Forecasts on future Internet of Things (IOT) business opportunities are enough to give a salesperson high blood pressure.
IDC forecasts a Compound Annual Growth Rate (CAGR) of 13.6 percent from 2017 to 2022, when worldwide spending on IOT will reach $1.2 trillion. IOT Analytics offered a near-term forecast that the global IOT market will grow 37 percent to $151 billion in 2018 alone. Meanwhile, Ericssonexpects there to be 3.5 billion cellular IOT connections in 2023, growing at a CAGR of 30 percent.
It may seem silly to ask the question, but will there be enough IOT business to go around, where satellite is concerned?
NSR published a striking statistic this year. Cellular backhaul is a big business for satellite and teleport operators, and they are cheering on the deployment of 5G with its immensely greater appetite for bandwidth (as long as they don’t have to lose too much C-band spectrum in the process). Backhaul is supposed to be worth about $33.2 billion worldwide by 2020. Yet, satellite currently provides only 1.4 percent of all cellular backhaul. Nice business, but also not much more than a rounding error in the greater scheme of things.
One Step at a Time
We have to descend a long series of steps to get from the total market value numbers to what a satellite service provider will see in its top line.
To start, some of the projected spending will go toward the devices in the field. Zion Market Research predicted that by 2024, the market for IOT devices will reach $158.1 billion. Another firm, Grandview Research, has identified a niche for systems that will manage these millions or billions of gadgets, and assigned it a 2025 value of $5.1 billion. No doubt there are other niches as well — including the fees that will go to companies for designing networks, procuring technology, and integrating.
There is also the question of bandwidth. Say “IOT” to most people, and the mental image is of a bunch of sensors and actuators throwing off bursts of data, flowing across the internet into software to make sense of it. The internet got its name because it is a network of networks, and that is nowhere truer than in satellite. Most of the current action in satellite-based IOT is not broadband internet but narrowband — what the industry calls Maximum Segment Size (MSS).
Globalstar provides asset trackers, low-power transmitters, and narrowband connectivity to make them work. Orbcomm offers a comprehensive service consisting of hardware, narrowband connectivity and analytics for managers of heavy equipment fleets. Iridiumhas brought in its own twist by partnering with Amazon Web Services to “enable a new generation of IOT devices leverage the Iridium network anywhere in the world.”

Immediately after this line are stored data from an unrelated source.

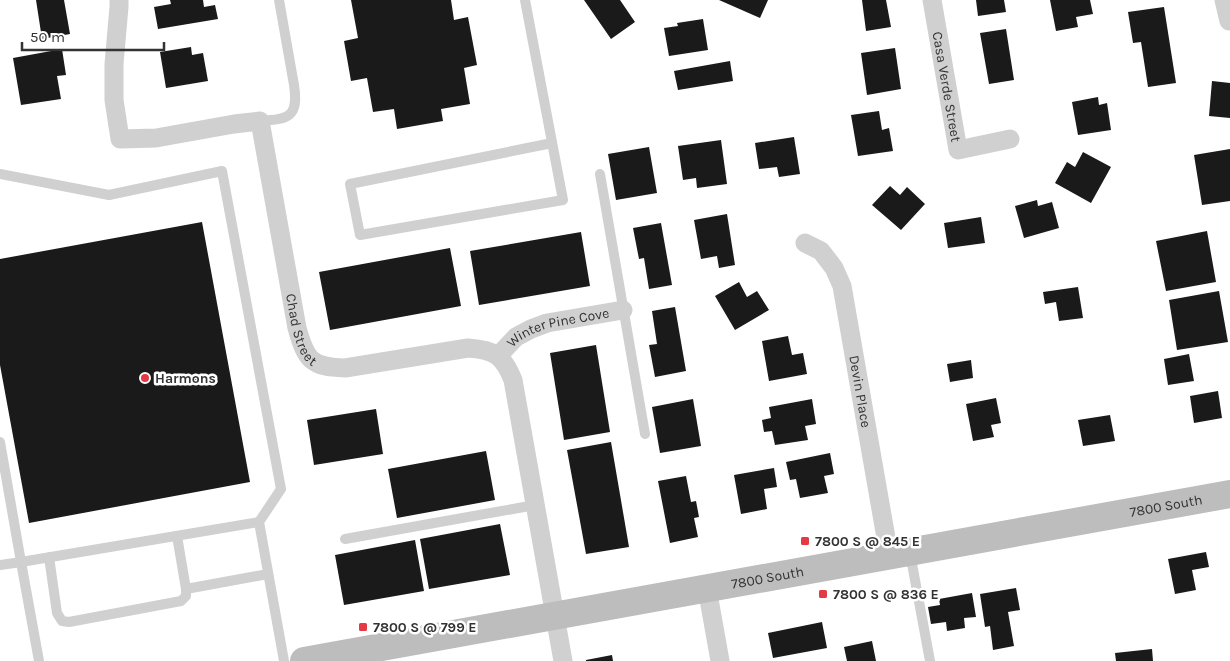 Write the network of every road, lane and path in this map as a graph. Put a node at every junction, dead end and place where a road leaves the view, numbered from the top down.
1 (119, 0) edge
2 (278, 0) edge
3 (525, 0) edge
4 (932, 0) edge
5 (1224, 0) edge
6 (1229, 21) edge
7 (260, 121) junction
8 (1010, 140) dead end
9 (552, 144) junction
10 (0, 174) edge
11 (600, 174) dead end
12 (805, 243) dead end
13 (623, 310) junction
14 (498, 355) junction
15 (645, 434) dead end
16 (0, 442) edge
17 (1230, 494) edge
18 (535, 505) junction
19 (259, 522) junction
20 (177, 536) junction
21 (345, 539) dead end
22 (899, 553) junction
23 (49, 557) junction
24 (21, 562) junction
25 (0, 565) edge
26 (268, 574) junction
27 (707, 588) junction
28 (186, 589) junction
29 (554, 616) junction
30 (337, 658) edge
31 (39, 661) edge
32 (284, 661) edge
33 (304, 661) edge
34 (562, 661) edge
35 (720, 661) edge
36 (930, 661) edge

1 - 7 street
2 - 7 lane
3 - 9 lane
4 - 8 street, Casa Verde Street
5 - 6 street
7 - 14 street, Chad Street
9 - 9 lane
10 - 19 lane
11 - 13 lane
12 - 22 street, Devin Place
13 - 14 street, Winter Pine Cove
13 - 15 lane
14 - 18 street
16 - 24 lane
17 - 22 main road, 7800 South
18 - 21 lane
18 - 29 street
19 - 20 lane
19 - 26 lane
20 - 23 lane
20 - 28 lane
22 - 27 main road, 7800 South
22 - 36 lane
23 - 24 lane
23 - 28 lane
24 - 25 lane
24 - 31 lane
26 - 28 lane
26 - 32 lane
27 - 29 main road, 7800 South
27 - 35 street
29 - 30 main road, 7800 South
29 - 34 street
30 - 33 main road, 7800 South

The final factor urging us to curb our enthusiasm is that IOT is a partnership game. A single IOT network implementation may require the skills and capabilities of systems designers and integrators, sensor technology firms, wireless technology firms, terrestrial network operators, satellite service providers and data analytics companies. Developing, growing, and managing partnerships is going to quickly become a survival skill for everyone in the satellite business targeting the IOT opportunity.
Keeping the Lights On
And now for the good news. Our friends at NSR are bullish about the satellite share of the IOT market. In a 2018 report on the Machine-to-Machine (M2M) and IOT sector served by MSS operators, the company forecast continued high growth — which will only accelerate with the introduction of new smallsat constellations that offer very low-cost services and terminals. As NSR put it, there are “more opportunities than threats on the horizon.”
The opportunities are vast. Take just one example — the smart grid. Utilities around the world are spending heavily on remote sensors to find trouble and remote-control switches to deal with it. MarketsandMarkets published a 2018 report predicting that the market for smart grid technology and implementation will nearly triple from $23.8 billion in 2018 to $61.3 billion by 2023. While terrestrial telecom will get its share of the resulting communications, the ground-based business has a significant weakness. The same disasters that can bring down a grid will also take down terrestrial telecom. However, whatever the weather, satellites keep delivering. That is why, in the wake of natural disasters, many U.S. states have updated regulations to require that satellite be part of the connectivity mix for utility networks.
There will also be opportunities to upsell from narrowband to broadband. Globecomm (now part of Speedcast) was part of the team that implemented an IOT solution for a major shipping company’s cargo containers. The IOT network delivered on its promises to the shipper, but the connectivity for it became the foundation for internet access, vessel tracking and fuel optimization applications, voice calling, and entertainment programming that is “trickled” over satellite to shipboard servers during non-peak periods.
The growing IOT business will be a business of niches. Narrowband and broadband satellite networks will come into play. Applications will be able to use low-cost, low-powered terminals and smallsats in Low Earth Orbit (LEO), or will demand higher bandwidth and more robust terminals. The real challenge and opportunity for satellite operators — one that Orbcomm has already seized — is to move into the part of the IOT chain where the real value lies. That is the data analysis that turns information into actionable intelligence. It is a capability that satellite service companies can acquire or develop — or they can forever just be the folks who move bits through the sky.